*EXERCISE DESCRIPTION:* A verbatim copy of the data is wanted, minus any picture in it.

[Stored items]
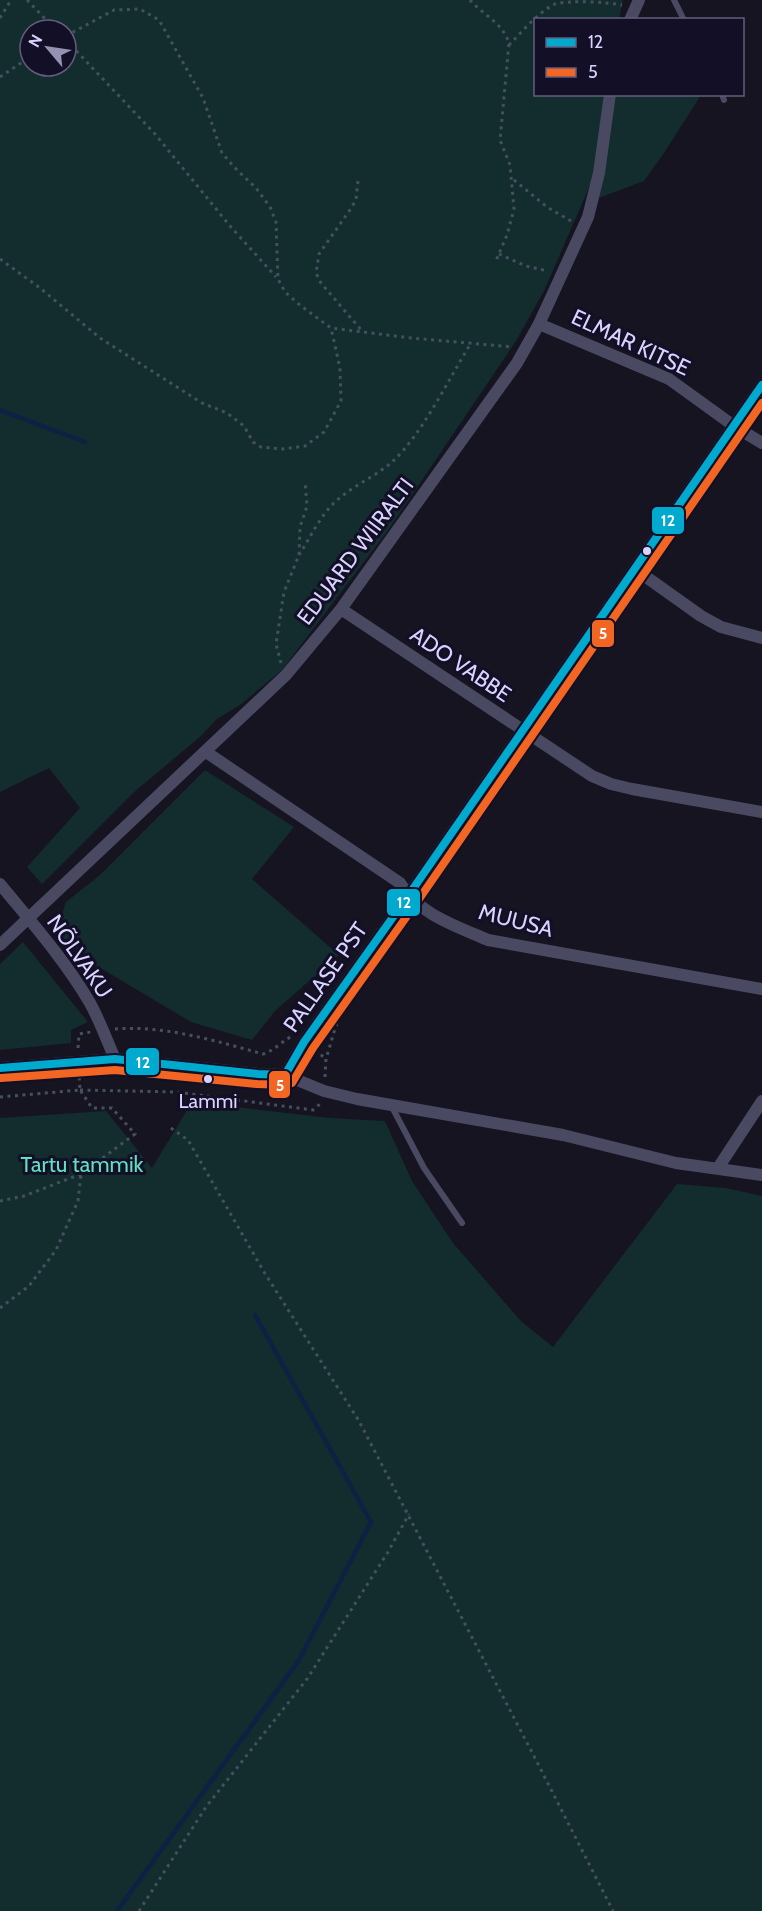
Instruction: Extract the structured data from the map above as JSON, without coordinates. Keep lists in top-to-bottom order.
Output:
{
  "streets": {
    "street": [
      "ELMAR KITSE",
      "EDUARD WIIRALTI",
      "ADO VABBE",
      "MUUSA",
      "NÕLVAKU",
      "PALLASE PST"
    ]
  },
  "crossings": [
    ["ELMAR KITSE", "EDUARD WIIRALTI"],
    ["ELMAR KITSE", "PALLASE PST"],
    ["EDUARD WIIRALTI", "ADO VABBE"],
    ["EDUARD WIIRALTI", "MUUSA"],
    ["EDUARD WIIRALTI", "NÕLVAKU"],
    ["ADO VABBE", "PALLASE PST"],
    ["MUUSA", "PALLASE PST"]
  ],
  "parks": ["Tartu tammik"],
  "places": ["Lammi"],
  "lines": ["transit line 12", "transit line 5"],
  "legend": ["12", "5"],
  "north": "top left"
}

*RESULT BELOW:*
Instruction: Extract the structured data from the map above as JSON, without coordinates. Keep lists in top-to-bottom order.
Output:
{
  "streets": {
    "street": [
      "ELMAR KITSE",
      "EDUARD WIIRALTI",
      "ADO VABBE",
      "MUUSA",
      "NÕLVAKU",
      "PALLASE PST"
    ]
  },
  "crossings": [
    ["ELMAR KITSE", "EDUARD WIIRALTI"],
    ["ELMAR KITSE", "PALLASE PST"],
    ["EDUARD WIIRALTI", "ADO VABBE"],
    ["EDUARD WIIRALTI", "MUUSA"],
    ["EDUARD WIIRALTI", "NÕLVAKU"],
    ["ADO VABBE", "PALLASE PST"],
    ["MUUSA", "PALLASE PST"]
  ],
  "parks": ["Tartu tammik"],
  "places": ["Lammi"],
  "lines": ["transit line 12", "transit line 5"],
  "legend": ["12", "5"],
  "north": "top left"
}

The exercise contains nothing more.